__Data for processing__.
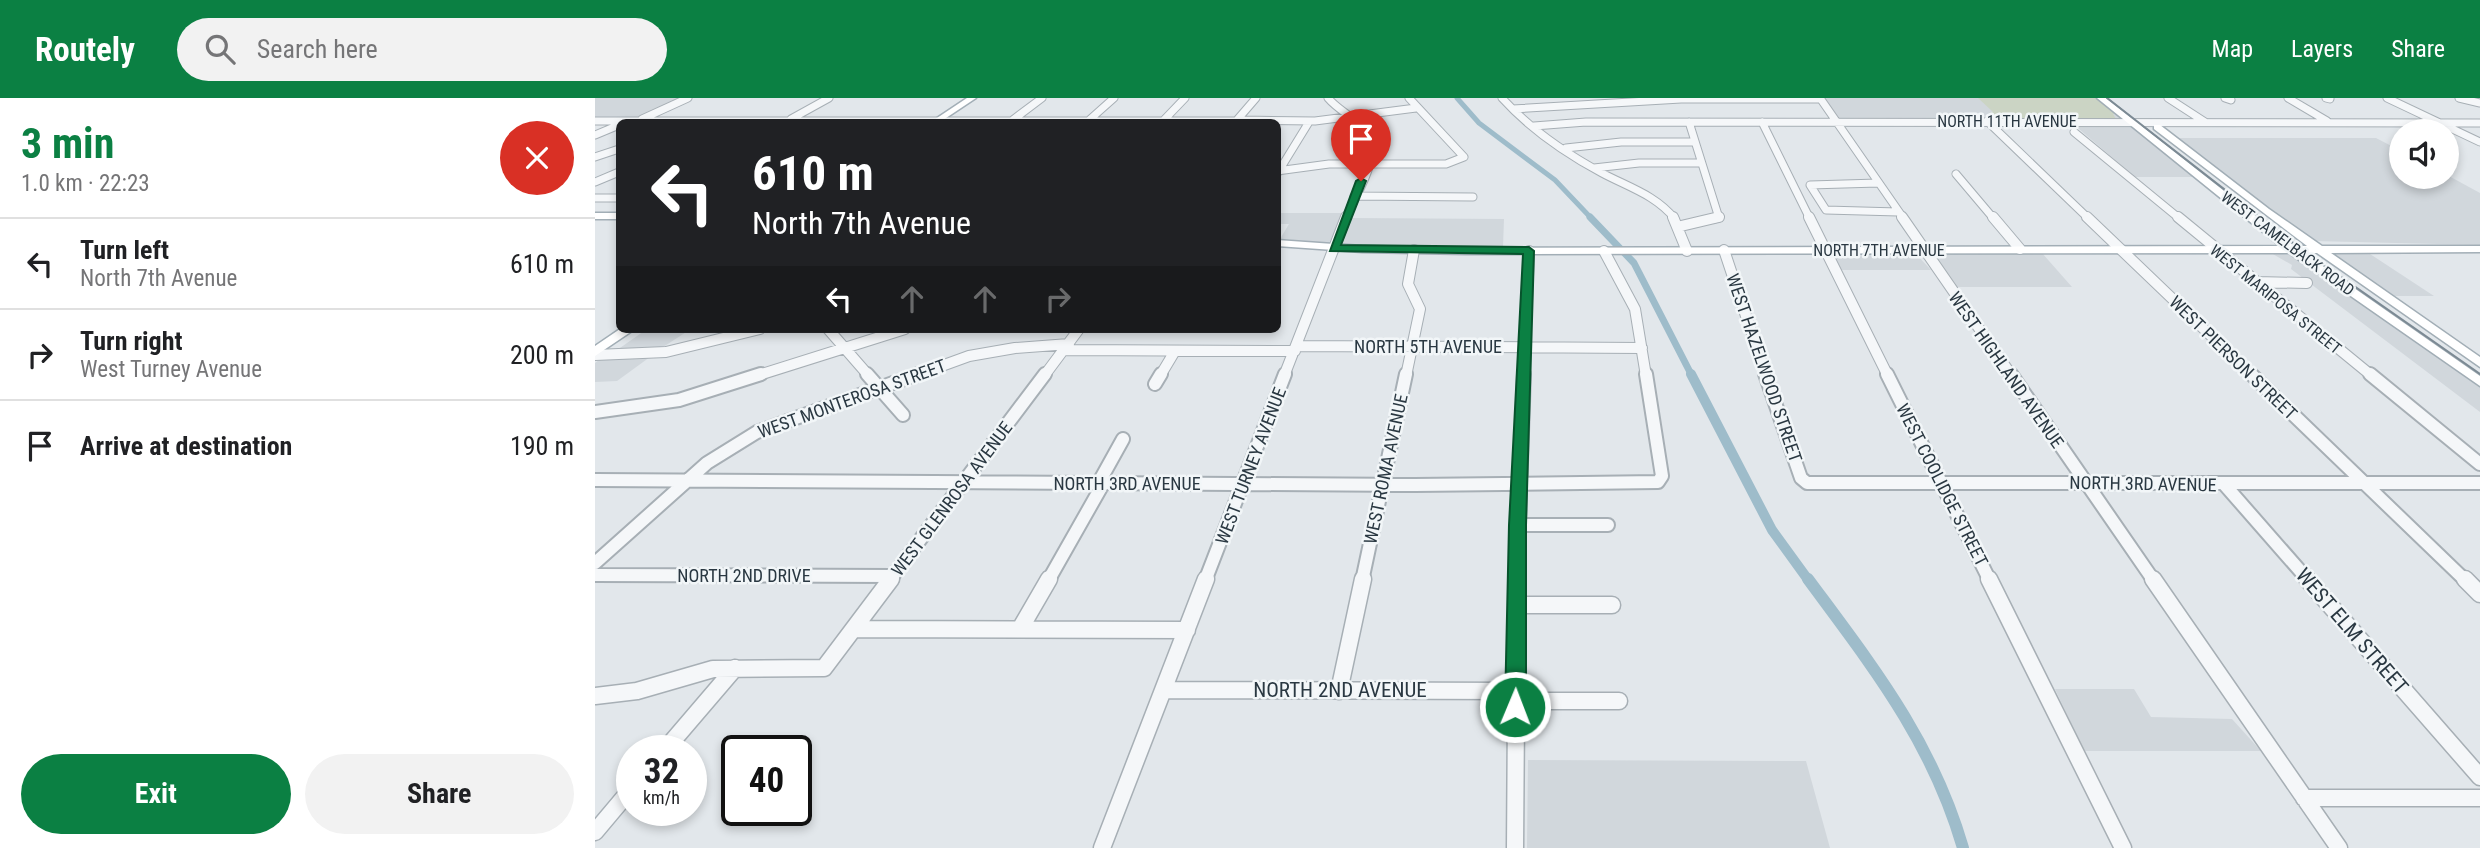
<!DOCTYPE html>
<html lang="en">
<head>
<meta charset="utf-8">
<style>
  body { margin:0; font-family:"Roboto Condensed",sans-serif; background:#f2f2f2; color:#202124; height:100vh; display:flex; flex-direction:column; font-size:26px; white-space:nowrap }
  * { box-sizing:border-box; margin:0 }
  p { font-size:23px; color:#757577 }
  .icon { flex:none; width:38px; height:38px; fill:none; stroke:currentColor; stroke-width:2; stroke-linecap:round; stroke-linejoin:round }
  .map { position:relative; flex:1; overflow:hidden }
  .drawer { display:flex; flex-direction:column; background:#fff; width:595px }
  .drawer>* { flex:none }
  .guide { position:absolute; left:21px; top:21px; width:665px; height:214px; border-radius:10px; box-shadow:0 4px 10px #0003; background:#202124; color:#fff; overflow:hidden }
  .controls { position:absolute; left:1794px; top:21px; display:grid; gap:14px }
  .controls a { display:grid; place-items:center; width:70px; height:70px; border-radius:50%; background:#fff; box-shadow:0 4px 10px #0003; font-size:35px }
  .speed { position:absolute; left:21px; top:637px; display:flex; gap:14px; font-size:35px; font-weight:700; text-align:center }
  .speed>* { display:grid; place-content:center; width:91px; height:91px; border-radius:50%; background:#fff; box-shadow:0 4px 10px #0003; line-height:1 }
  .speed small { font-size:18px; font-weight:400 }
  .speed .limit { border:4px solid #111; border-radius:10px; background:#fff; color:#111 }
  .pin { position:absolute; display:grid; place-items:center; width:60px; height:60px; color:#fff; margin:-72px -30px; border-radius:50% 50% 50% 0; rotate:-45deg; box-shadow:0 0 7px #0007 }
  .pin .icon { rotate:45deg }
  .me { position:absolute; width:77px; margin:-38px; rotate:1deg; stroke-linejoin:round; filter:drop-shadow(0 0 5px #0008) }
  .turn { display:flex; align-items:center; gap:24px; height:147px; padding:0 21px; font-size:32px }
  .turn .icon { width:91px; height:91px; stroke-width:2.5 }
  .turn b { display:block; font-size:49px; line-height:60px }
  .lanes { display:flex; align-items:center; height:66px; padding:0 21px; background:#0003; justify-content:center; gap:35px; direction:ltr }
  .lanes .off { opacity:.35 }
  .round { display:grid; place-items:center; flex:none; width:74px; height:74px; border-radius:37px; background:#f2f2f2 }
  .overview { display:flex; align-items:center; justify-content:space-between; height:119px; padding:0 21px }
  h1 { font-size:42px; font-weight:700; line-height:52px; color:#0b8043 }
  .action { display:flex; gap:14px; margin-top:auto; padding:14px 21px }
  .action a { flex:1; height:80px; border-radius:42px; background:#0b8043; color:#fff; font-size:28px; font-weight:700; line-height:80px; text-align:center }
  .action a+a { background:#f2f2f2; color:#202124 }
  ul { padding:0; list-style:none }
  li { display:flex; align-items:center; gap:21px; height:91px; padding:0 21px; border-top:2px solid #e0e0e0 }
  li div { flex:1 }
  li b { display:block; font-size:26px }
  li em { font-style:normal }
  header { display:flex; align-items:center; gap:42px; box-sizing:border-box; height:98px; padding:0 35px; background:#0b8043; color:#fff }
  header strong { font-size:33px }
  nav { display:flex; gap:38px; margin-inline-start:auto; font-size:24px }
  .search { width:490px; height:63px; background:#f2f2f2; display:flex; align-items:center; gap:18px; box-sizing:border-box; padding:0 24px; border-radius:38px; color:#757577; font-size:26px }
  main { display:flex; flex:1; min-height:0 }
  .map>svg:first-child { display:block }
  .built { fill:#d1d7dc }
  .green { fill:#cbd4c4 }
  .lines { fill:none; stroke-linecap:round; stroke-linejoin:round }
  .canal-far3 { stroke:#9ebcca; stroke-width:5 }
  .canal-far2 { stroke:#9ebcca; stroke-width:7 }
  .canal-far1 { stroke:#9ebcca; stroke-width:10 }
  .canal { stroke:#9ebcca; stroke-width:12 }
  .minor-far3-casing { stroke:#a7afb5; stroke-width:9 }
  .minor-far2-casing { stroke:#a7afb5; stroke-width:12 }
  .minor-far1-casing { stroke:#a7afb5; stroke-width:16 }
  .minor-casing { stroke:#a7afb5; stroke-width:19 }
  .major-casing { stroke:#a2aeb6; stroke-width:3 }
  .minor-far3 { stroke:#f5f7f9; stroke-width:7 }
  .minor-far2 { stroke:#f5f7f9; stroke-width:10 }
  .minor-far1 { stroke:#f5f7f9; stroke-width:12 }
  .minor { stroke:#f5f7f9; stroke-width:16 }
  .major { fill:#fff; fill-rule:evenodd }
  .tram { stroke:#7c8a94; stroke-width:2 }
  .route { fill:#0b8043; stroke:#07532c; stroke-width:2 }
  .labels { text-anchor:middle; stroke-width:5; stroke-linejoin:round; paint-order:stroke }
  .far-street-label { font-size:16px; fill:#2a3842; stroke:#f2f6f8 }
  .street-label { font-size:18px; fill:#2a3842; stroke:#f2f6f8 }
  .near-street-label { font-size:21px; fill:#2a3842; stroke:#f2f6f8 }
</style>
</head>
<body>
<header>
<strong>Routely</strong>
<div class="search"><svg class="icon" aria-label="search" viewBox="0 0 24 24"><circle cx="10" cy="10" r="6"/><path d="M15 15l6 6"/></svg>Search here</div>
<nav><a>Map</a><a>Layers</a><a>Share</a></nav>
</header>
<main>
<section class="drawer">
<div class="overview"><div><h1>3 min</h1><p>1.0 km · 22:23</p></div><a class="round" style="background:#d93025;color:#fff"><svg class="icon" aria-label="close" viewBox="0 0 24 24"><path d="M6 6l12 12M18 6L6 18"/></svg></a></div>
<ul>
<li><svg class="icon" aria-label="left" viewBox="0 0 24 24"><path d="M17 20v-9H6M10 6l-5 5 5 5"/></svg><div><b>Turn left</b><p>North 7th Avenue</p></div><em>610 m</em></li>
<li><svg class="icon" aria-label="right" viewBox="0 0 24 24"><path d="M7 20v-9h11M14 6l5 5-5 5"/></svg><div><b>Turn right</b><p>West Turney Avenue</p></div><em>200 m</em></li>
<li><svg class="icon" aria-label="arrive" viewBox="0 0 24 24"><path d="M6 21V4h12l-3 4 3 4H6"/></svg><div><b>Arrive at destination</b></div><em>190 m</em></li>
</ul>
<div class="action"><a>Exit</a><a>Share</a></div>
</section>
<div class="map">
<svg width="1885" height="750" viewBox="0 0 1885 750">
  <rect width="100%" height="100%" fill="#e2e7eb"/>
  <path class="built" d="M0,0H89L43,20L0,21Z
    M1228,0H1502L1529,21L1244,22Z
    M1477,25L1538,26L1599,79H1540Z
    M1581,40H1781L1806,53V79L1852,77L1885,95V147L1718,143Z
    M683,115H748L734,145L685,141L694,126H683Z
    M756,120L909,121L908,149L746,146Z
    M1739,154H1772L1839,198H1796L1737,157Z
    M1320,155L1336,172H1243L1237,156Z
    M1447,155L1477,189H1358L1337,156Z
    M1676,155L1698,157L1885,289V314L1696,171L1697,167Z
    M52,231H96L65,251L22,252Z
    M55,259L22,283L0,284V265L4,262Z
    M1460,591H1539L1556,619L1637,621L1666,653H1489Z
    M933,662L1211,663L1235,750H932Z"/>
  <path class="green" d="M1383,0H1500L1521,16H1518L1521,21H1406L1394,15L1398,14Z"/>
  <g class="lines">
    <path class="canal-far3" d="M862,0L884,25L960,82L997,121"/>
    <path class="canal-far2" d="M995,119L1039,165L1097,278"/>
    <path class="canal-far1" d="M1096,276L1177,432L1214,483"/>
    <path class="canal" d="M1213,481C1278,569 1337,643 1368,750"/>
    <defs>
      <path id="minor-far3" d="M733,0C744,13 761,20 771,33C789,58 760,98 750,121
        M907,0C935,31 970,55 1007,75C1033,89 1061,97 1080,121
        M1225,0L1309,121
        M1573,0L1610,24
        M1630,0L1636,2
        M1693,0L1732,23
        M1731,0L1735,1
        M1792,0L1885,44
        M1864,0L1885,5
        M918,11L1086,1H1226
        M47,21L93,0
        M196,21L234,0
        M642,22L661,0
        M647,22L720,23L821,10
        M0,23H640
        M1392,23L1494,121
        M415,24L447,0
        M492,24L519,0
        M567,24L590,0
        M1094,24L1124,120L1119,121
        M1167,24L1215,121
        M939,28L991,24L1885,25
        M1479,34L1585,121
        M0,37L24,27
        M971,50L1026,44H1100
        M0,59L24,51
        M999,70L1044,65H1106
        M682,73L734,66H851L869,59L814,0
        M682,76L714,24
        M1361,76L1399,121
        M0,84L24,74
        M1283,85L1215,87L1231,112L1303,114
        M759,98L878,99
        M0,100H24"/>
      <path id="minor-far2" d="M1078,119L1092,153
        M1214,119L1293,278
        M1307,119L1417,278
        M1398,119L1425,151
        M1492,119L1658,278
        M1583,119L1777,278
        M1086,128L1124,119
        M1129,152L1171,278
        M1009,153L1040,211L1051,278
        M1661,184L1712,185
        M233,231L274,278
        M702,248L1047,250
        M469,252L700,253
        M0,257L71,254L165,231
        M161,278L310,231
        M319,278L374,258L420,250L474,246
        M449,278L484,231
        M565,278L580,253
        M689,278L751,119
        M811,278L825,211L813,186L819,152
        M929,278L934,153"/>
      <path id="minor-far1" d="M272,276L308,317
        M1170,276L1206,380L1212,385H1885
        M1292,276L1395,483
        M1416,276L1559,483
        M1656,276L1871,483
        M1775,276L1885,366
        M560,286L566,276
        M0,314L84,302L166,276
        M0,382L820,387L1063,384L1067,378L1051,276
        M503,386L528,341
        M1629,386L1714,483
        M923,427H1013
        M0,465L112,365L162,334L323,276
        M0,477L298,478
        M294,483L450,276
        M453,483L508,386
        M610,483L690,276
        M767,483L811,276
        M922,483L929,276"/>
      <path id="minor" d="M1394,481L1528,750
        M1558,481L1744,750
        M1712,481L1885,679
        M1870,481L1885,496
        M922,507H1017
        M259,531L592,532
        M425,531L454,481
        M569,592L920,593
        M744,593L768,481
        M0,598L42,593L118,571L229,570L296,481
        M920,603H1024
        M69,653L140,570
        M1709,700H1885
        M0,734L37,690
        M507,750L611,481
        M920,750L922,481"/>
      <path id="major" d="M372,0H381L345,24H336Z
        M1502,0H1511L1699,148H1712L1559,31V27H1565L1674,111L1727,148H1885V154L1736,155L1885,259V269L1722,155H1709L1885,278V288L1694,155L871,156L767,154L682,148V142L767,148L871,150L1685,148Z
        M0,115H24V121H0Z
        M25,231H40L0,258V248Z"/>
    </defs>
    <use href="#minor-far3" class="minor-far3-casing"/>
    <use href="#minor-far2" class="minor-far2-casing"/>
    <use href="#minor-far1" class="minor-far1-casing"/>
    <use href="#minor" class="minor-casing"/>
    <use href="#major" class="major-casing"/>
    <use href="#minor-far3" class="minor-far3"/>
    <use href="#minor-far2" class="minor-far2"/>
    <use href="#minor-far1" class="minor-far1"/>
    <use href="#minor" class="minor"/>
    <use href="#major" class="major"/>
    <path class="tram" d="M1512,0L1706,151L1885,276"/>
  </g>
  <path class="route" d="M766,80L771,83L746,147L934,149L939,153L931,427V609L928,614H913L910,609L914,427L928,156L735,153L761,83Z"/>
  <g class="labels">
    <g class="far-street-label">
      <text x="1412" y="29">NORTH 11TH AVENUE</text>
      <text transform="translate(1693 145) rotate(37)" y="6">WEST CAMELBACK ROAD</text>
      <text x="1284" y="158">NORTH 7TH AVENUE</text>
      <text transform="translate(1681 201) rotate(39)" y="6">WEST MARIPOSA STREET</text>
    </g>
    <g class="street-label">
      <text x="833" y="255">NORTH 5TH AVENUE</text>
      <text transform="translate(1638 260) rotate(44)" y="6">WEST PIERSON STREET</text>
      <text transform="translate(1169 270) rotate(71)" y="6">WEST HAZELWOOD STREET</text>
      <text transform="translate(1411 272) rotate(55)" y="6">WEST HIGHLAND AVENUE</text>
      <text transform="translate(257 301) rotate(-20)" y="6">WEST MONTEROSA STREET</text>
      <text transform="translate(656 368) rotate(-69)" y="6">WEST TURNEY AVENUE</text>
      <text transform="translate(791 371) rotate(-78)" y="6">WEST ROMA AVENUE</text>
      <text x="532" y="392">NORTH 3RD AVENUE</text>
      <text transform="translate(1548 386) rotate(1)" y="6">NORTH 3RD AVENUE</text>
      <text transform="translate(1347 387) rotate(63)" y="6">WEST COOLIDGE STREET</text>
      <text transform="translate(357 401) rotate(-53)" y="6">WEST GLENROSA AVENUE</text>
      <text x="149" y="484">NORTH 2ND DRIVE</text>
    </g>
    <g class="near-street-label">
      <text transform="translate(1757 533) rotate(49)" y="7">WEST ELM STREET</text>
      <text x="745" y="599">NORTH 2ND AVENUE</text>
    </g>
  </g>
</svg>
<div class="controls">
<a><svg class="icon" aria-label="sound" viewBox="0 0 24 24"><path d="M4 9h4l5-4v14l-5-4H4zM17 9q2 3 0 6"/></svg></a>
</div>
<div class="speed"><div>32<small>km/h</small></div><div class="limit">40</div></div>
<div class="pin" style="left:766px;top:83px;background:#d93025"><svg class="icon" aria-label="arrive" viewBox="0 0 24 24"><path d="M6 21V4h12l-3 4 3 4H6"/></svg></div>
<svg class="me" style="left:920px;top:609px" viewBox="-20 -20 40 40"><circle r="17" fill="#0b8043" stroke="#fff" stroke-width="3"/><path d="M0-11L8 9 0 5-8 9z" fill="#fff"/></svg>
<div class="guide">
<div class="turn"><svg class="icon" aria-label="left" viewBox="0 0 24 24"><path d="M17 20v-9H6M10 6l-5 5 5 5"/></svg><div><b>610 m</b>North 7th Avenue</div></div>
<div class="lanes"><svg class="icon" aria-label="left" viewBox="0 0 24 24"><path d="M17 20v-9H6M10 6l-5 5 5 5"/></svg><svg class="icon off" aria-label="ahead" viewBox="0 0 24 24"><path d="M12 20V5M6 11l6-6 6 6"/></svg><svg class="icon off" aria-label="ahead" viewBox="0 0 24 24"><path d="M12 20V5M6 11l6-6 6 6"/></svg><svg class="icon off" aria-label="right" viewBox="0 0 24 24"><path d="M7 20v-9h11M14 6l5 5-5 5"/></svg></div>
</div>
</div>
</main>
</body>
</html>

__Task details__. Look through the records and copy down every line that holds "linejoin".

__Task solution__.
  .icon { flex:none; width:38px; height:38px; fill:none; stroke:currentColor; stroke-width:2; stroke-linecap:round; stroke-linejoin:round }
  .me { position:absolute; width:77px; margin:-38px; rotate:1deg; stroke-linejoin:round; filter:drop-shadow(0 0 5px #0008) }
  .lines { fill:none; stroke-linecap:round; stroke-linejoin:round }
  .labels { text-anchor:middle; stroke-width:5; stroke-linejoin:round; paint-order:stroke }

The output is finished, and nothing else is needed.